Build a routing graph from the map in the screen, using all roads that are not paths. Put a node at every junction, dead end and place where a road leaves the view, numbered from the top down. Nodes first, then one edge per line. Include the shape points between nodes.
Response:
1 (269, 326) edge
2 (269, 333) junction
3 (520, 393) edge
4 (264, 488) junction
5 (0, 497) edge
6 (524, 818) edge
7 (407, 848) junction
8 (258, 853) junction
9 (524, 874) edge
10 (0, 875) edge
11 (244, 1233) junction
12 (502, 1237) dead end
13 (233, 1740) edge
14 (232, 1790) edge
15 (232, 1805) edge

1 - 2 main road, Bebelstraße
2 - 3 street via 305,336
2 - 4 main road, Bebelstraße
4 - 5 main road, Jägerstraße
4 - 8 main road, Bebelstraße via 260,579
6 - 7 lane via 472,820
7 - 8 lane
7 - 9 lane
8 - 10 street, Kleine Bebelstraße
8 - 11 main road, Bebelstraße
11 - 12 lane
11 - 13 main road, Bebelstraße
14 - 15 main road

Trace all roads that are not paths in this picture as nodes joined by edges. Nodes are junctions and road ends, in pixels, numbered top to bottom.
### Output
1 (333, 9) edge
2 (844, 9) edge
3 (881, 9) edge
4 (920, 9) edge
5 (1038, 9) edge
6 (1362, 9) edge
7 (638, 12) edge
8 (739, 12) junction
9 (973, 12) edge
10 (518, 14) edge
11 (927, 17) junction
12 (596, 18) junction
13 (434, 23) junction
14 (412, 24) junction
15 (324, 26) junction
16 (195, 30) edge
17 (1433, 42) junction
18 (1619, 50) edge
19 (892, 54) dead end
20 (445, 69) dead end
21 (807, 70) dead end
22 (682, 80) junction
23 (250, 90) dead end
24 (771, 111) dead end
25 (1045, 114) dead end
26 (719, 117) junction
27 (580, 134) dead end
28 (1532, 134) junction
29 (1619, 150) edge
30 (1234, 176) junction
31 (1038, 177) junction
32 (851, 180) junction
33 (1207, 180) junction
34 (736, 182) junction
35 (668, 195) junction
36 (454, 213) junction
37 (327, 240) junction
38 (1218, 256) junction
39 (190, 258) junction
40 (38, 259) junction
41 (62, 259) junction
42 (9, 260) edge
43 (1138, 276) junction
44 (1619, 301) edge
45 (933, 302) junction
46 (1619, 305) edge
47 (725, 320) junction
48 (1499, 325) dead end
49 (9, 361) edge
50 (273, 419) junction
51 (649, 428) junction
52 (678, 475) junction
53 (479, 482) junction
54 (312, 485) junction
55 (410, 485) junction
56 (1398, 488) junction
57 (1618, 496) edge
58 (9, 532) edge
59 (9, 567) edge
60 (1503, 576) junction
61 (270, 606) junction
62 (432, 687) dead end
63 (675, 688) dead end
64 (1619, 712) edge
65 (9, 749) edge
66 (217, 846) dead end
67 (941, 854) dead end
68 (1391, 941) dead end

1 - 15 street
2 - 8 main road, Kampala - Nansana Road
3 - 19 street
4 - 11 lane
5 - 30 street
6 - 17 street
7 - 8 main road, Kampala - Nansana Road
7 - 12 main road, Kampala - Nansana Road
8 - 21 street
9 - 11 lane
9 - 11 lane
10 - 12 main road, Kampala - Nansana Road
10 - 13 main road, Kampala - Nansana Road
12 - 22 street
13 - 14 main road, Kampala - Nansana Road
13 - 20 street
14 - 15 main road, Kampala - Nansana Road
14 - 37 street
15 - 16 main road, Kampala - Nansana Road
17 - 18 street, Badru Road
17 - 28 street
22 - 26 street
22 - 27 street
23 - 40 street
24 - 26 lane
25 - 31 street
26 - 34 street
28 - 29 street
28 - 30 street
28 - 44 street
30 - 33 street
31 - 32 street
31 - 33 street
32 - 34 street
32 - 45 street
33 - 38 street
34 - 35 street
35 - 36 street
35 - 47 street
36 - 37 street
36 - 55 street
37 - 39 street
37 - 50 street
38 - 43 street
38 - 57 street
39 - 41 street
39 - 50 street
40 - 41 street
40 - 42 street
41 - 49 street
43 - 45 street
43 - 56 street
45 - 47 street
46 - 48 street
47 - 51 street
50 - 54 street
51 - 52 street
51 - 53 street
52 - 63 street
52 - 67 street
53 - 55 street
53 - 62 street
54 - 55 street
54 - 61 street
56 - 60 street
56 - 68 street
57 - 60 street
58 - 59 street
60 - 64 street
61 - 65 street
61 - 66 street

______

** YOUR GOAL **
Transcribe only the lines from the beginning of the entries to the line with "Trace all roads", inclusive, exactly as written.

** ANSWER SPACE **
Build a routing graph from the map in the screen, using all roads that are not paths. Put a node at every junction, dead end and place where a road leaves the view, numbered from the top down. Nodes first, then one edge per line. Include the shape points between nodes.
Response:
1 (269, 326) edge
2 (269, 333) junction
3 (520, 393) edge
4 (264, 488) junction
5 (0, 497) edge
6 (524, 818) edge
7 (407, 848) junction
8 (258, 853) junction
9 (524, 874) edge
10 (0, 875) edge
11 (244, 1233) junction
12 (502, 1237) dead end
13 (233, 1740) edge
14 (232, 1790) edge
15 (232, 1805) edge

1 - 2 main road, Bebelstraße
2 - 3 street via 305,336
2 - 4 main road, Bebelstraße
4 - 5 main road, Jägerstraße
4 - 8 main road, Bebelstraße via 260,579
6 - 7 lane via 472,820
7 - 8 lane
7 - 9 lane
8 - 10 street, Kleine Bebelstraße
8 - 11 main road, Bebelstraße
11 - 12 lane
11 - 13 main road, Bebelstraße
14 - 15 main road

Trace all roads that are not paths in this picture as nodes joined by edges. Nodes are junctions and road ends, in pixels, numbered top to bottom.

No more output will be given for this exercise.